- _Exercise aim_
Text in the records must be reproduced exactly, and pictures must be skipped.
________
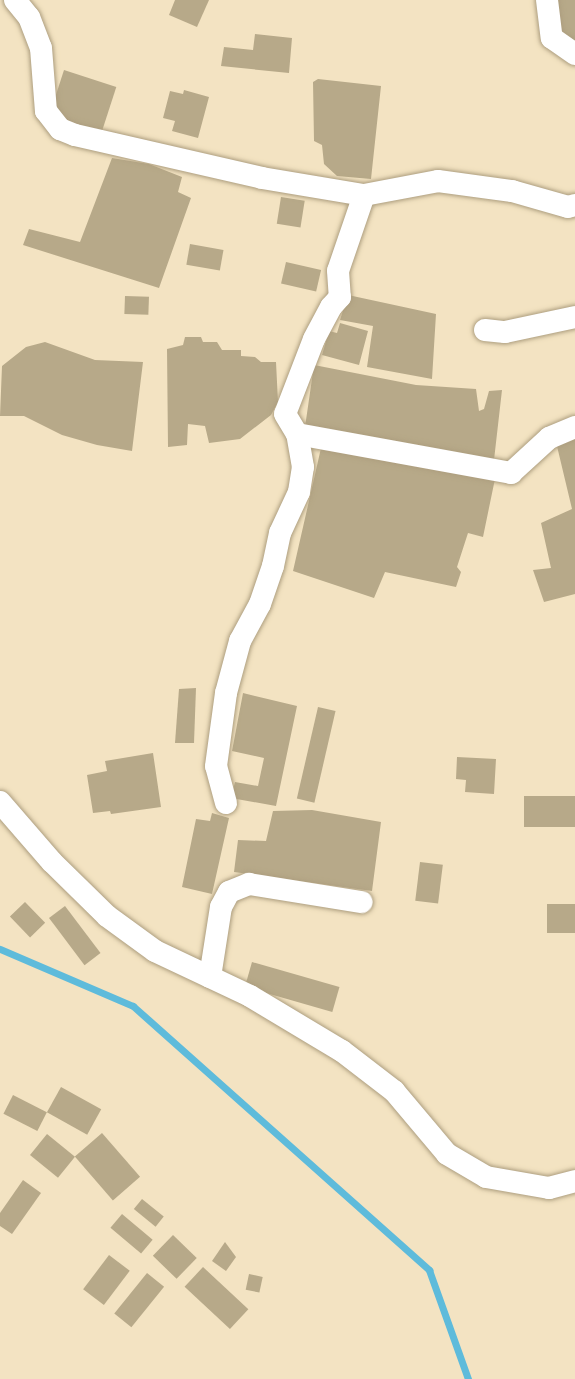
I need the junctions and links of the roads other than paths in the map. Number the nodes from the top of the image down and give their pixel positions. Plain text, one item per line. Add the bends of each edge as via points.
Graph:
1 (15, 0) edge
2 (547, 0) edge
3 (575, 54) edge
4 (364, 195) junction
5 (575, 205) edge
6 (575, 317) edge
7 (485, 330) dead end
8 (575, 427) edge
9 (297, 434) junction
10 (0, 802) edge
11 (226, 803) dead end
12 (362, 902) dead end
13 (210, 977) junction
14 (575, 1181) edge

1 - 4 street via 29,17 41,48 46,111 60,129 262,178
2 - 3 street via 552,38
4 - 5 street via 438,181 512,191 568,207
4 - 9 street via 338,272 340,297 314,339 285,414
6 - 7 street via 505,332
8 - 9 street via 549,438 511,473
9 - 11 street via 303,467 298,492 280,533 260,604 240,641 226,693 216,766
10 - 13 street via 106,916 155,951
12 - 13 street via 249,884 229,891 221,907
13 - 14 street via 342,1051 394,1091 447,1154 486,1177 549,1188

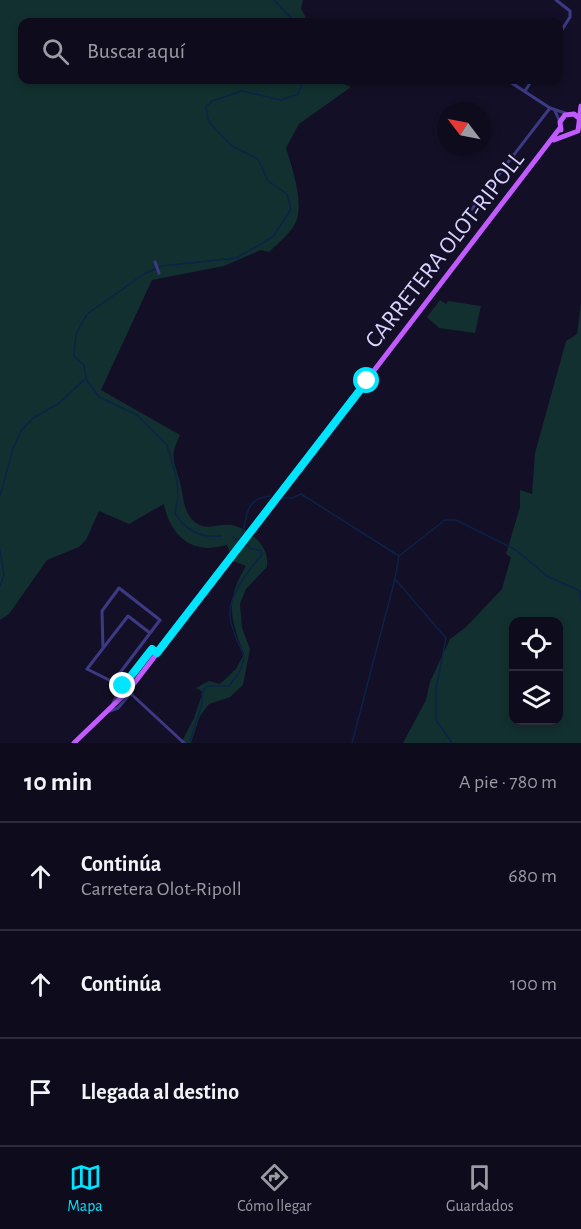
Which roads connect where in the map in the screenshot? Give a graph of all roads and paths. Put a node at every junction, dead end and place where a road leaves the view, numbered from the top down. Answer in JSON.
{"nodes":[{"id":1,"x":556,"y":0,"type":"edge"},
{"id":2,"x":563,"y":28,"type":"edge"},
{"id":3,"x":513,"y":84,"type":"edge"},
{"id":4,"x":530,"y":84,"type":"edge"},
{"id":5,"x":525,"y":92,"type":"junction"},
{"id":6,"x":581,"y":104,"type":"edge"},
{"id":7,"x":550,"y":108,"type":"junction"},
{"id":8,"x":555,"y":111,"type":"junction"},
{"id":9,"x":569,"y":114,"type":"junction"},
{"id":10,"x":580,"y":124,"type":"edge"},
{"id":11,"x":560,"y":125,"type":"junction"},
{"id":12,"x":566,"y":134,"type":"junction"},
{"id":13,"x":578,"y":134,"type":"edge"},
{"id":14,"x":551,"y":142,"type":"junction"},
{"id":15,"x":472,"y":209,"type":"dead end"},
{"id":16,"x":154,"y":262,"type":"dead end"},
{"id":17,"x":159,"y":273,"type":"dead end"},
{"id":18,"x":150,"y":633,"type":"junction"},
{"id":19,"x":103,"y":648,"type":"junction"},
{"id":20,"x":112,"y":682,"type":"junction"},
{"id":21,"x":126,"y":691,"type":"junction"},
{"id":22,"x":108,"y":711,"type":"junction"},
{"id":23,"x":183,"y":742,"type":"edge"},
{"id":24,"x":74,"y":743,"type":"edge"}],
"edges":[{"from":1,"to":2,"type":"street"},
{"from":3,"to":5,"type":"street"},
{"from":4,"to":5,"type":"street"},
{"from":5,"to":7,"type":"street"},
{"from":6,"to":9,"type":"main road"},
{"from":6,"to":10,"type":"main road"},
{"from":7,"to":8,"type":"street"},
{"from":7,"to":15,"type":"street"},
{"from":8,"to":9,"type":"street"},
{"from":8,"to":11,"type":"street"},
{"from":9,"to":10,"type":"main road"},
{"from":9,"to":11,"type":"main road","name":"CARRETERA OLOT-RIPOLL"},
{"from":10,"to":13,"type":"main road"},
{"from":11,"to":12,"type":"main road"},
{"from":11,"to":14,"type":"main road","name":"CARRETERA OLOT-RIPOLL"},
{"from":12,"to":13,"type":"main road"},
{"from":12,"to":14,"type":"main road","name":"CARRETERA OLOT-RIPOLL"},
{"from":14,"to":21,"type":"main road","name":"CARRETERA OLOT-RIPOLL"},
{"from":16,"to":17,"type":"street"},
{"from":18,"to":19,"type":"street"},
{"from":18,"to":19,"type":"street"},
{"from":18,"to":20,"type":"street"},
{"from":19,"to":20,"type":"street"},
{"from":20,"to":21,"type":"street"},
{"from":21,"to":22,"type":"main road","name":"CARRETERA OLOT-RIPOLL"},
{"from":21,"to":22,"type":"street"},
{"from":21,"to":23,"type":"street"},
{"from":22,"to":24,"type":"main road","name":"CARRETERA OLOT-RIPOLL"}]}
________
- _Written answer_
I need the junctions and links of the roads other than paths in the map. Number the nodes from the top of the image down and give their pixel positions. Plain text, one item per line. Add the bends of each edge as via points.
Graph:
1 (15, 0) edge
2 (547, 0) edge
3 (575, 54) edge
4 (364, 195) junction
5 (575, 205) edge
6 (575, 317) edge
7 (485, 330) dead end
8 (575, 427) edge
9 (297, 434) junction
10 (0, 802) edge
11 (226, 803) dead end
12 (362, 902) dead end
13 (210, 977) junction
14 (575, 1181) edge

1 - 4 street via 29,17 41,48 46,111 60,129 262,178
2 - 3 street via 552,38
4 - 5 street via 438,181 512,191 568,207
4 - 9 street via 338,272 340,297 314,339 285,414
6 - 7 street via 505,332
8 - 9 street via 549,438 511,473
9 - 11 street via 303,467 298,492 280,533 260,604 240,641 226,693 216,766
10 - 13 street via 106,916 155,951
12 - 13 street via 249,884 229,891 221,907
13 - 14 street via 342,1051 394,1091 447,1154 486,1177 549,1188

Which roads connect where in the map in the screenshot? Give a graph of all roads and paths. Put a node at every junction, dead end and place where a road leaves the view, numbered from the top down. Answer in JSON.
{"nodes":[{"id":1,"x":556,"y":0,"type":"edge"},
{"id":2,"x":563,"y":28,"type":"edge"},
{"id":3,"x":513,"y":84,"type":"edge"},
{"id":4,"x":530,"y":84,"type":"edge"},
{"id":5,"x":525,"y":92,"type":"junction"},
{"id":6,"x":581,"y":104,"type":"edge"},
{"id":7,"x":550,"y":108,"type":"junction"},
{"id":8,"x":555,"y":111,"type":"junction"},
{"id":9,"x":569,"y":114,"type":"junction"},
{"id":10,"x":580,"y":124,"type":"edge"},
{"id":11,"x":560,"y":125,"type":"junction"},
{"id":12,"x":566,"y":134,"type":"junction"},
{"id":13,"x":578,"y":134,"type":"edge"},
{"id":14,"x":551,"y":142,"type":"junction"},
{"id":15,"x":472,"y":209,"type":"dead end"},
{"id":16,"x":154,"y":262,"type":"dead end"},
{"id":17,"x":159,"y":273,"type":"dead end"},
{"id":18,"x":150,"y":633,"type":"junction"},
{"id":19,"x":103,"y":648,"type":"junction"},
{"id":20,"x":112,"y":682,"type":"junction"},
{"id":21,"x":126,"y":691,"type":"junction"},
{"id":22,"x":108,"y":711,"type":"junction"},
{"id":23,"x":183,"y":742,"type":"edge"},
{"id":24,"x":74,"y":743,"type":"edge"}],
"edges":[{"from":1,"to":2,"type":"street"},
{"from":3,"to":5,"type":"street"},
{"from":4,"to":5,"type":"street"},
{"from":5,"to":7,"type":"street"},
{"from":6,"to":9,"type":"main road"},
{"from":6,"to":10,"type":"main road"},
{"from":7,"to":8,"type":"street"},
{"from":7,"to":15,"type":"street"},
{"from":8,"to":9,"type":"street"},
{"from":8,"to":11,"type":"street"},
{"from":9,"to":10,"type":"main road"},
{"from":9,"to":11,"type":"main road","name":"CARRETERA OLOT-RIPOLL"},
{"from":10,"to":13,"type":"main road"},
{"from":11,"to":12,"type":"main road"},
{"from":11,"to":14,"type":"main road","name":"CARRETERA OLOT-RIPOLL"},
{"from":12,"to":13,"type":"main road"},
{"from":12,"to":14,"type":"main road","name":"CARRETERA OLOT-RIPOLL"},
{"from":14,"to":21,"type":"main road","name":"CARRETERA OLOT-RIPOLL"},
{"from":16,"to":17,"type":"street"},
{"from":18,"to":19,"type":"street"},
{"from":18,"to":19,"type":"street"},
{"from":18,"to":20,"type":"street"},
{"from":19,"to":20,"type":"street"},
{"from":20,"to":21,"type":"street"},
{"from":21,"to":22,"type":"main road","name":"CARRETERA OLOT-RIPOLL"},
{"from":21,"to":22,"type":"street"},
{"from":21,"to":23,"type":"street"},
{"from":22,"to":24,"type":"main road","name":"CARRETERA OLOT-RIPOLL"}]}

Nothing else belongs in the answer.